Search the material below for the string "VAHID" and extract each line that has it.

(DATASET CONTENT)

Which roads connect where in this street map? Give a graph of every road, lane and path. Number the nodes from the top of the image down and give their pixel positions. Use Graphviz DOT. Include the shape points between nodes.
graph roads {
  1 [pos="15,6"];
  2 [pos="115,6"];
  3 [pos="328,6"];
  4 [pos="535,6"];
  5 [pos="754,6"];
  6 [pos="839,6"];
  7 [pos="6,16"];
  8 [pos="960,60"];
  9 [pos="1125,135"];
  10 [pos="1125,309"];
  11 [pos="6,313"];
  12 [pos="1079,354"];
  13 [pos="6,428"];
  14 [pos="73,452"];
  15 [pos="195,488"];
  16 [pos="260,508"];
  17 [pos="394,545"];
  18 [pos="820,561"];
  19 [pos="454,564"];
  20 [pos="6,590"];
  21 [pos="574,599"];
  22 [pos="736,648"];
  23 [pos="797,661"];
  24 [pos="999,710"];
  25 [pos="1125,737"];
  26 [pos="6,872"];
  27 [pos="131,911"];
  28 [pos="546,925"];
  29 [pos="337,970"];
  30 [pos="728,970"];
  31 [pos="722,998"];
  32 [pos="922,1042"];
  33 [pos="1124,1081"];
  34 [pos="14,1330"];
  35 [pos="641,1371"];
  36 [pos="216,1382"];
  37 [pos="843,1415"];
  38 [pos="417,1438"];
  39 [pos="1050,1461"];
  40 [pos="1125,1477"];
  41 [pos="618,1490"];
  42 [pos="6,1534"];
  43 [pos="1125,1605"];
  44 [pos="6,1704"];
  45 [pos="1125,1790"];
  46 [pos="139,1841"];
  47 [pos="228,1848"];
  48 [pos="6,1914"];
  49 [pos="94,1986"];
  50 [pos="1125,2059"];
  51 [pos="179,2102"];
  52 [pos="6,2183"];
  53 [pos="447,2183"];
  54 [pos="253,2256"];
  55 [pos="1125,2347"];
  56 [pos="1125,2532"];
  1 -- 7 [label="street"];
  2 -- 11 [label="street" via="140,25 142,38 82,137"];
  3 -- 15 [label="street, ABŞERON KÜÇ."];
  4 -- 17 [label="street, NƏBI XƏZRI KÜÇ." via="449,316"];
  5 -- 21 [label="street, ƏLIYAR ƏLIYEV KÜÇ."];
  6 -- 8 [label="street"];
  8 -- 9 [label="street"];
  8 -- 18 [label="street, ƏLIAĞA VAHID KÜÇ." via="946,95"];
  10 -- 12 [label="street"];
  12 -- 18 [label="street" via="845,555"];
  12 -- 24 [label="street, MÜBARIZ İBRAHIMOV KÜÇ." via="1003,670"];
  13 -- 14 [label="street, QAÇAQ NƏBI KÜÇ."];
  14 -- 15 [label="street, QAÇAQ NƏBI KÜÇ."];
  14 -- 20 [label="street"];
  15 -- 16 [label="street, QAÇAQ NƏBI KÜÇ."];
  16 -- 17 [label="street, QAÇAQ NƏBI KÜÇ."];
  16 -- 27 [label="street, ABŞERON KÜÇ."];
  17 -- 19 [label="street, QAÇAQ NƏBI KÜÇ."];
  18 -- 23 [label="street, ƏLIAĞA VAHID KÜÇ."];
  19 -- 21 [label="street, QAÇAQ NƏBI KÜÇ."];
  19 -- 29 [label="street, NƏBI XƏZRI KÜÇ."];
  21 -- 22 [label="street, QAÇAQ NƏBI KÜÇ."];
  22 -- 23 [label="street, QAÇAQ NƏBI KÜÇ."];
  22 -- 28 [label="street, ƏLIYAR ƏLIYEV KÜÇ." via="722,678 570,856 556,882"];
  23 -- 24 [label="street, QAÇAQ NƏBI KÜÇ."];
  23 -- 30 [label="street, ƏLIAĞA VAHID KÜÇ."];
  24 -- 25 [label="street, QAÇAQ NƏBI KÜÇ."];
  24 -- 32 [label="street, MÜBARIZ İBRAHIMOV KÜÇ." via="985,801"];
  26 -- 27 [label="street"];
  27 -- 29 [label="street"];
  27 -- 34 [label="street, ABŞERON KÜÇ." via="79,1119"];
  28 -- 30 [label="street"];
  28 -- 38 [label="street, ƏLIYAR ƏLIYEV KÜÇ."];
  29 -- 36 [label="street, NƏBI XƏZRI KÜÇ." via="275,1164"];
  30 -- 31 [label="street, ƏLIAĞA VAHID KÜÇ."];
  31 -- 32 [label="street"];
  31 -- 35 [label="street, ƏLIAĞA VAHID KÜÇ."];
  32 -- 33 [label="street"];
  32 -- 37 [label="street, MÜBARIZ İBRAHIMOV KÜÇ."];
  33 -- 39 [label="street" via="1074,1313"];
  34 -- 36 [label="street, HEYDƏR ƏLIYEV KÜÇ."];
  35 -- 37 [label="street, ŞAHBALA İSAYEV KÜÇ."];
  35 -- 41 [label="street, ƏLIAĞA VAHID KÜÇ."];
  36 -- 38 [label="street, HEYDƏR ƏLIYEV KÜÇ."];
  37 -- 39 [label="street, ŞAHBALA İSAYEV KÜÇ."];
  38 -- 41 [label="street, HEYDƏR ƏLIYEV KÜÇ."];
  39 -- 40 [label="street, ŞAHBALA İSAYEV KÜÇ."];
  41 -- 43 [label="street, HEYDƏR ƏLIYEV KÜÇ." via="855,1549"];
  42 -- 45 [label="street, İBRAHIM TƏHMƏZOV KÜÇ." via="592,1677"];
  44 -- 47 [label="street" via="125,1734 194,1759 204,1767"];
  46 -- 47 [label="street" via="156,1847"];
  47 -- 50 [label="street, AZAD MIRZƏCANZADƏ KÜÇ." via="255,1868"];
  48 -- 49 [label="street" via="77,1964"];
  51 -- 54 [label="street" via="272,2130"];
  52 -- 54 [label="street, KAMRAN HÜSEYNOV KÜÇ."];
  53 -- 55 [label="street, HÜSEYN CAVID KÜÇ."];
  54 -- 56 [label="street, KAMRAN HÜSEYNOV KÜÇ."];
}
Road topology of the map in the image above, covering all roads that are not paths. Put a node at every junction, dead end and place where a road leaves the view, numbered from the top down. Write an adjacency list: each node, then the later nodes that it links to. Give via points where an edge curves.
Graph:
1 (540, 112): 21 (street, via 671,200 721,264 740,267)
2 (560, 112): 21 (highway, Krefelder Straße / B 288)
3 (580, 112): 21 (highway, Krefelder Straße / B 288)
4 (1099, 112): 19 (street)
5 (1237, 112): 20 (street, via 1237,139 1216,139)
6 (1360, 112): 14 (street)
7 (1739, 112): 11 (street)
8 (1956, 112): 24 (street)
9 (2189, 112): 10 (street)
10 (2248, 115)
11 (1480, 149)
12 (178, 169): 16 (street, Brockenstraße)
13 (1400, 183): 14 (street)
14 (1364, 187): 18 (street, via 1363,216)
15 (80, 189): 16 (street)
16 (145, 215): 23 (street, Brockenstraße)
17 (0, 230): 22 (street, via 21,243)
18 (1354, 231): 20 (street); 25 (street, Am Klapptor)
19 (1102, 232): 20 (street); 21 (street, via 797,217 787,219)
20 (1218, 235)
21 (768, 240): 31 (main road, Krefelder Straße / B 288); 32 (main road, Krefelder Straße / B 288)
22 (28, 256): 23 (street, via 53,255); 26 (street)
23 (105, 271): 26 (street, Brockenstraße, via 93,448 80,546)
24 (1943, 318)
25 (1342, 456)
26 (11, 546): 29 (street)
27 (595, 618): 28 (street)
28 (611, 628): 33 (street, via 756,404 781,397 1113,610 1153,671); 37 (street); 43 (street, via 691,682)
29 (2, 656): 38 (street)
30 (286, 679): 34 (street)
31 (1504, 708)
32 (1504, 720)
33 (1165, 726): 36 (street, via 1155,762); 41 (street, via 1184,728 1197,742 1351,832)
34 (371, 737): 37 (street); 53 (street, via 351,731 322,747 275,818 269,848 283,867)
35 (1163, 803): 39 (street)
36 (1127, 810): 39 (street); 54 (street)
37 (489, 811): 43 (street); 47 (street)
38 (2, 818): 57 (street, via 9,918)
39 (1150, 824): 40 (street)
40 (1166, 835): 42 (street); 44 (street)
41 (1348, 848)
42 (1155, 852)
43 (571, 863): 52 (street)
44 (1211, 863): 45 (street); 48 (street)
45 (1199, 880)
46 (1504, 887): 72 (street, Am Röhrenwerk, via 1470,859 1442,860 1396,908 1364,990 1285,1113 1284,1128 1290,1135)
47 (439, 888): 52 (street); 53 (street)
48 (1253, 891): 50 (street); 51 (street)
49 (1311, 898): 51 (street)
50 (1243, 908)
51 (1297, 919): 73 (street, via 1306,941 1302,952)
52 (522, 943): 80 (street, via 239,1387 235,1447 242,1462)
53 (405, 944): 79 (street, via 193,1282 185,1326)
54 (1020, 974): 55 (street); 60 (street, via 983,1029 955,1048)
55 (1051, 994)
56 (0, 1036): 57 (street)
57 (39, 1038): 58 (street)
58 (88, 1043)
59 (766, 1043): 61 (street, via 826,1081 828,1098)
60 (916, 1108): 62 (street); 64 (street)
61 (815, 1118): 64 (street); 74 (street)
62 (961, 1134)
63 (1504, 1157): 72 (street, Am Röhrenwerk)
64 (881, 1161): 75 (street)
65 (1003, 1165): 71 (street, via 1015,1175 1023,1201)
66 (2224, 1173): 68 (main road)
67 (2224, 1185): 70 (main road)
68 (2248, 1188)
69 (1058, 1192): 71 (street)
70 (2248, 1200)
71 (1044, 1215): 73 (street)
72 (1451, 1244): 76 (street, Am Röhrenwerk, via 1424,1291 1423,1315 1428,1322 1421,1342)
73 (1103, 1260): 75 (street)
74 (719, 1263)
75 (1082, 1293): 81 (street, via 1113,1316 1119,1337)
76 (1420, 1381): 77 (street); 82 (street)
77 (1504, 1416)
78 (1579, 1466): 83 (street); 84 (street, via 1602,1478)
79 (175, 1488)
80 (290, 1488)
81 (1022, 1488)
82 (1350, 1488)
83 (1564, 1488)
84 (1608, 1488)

(End DATASET CONTENT)

> _PROBLEM SOLUTION_
  8 -- 18 [label="street, ƏLIAĞA VAHID KÜÇ." via="946,95"];
  18 -- 23 [label="street, ƏLIAĞA VAHID KÜÇ."];
  23 -- 30 [label="street, ƏLIAĞA VAHID KÜÇ."];
  30 -- 31 [label="street, ƏLIAĞA VAHID KÜÇ."];
  31 -- 35 [label="street, ƏLIAĞA VAHID KÜÇ."];
  35 -- 41 [label="street, ƏLIAĞA VAHID KÜÇ."];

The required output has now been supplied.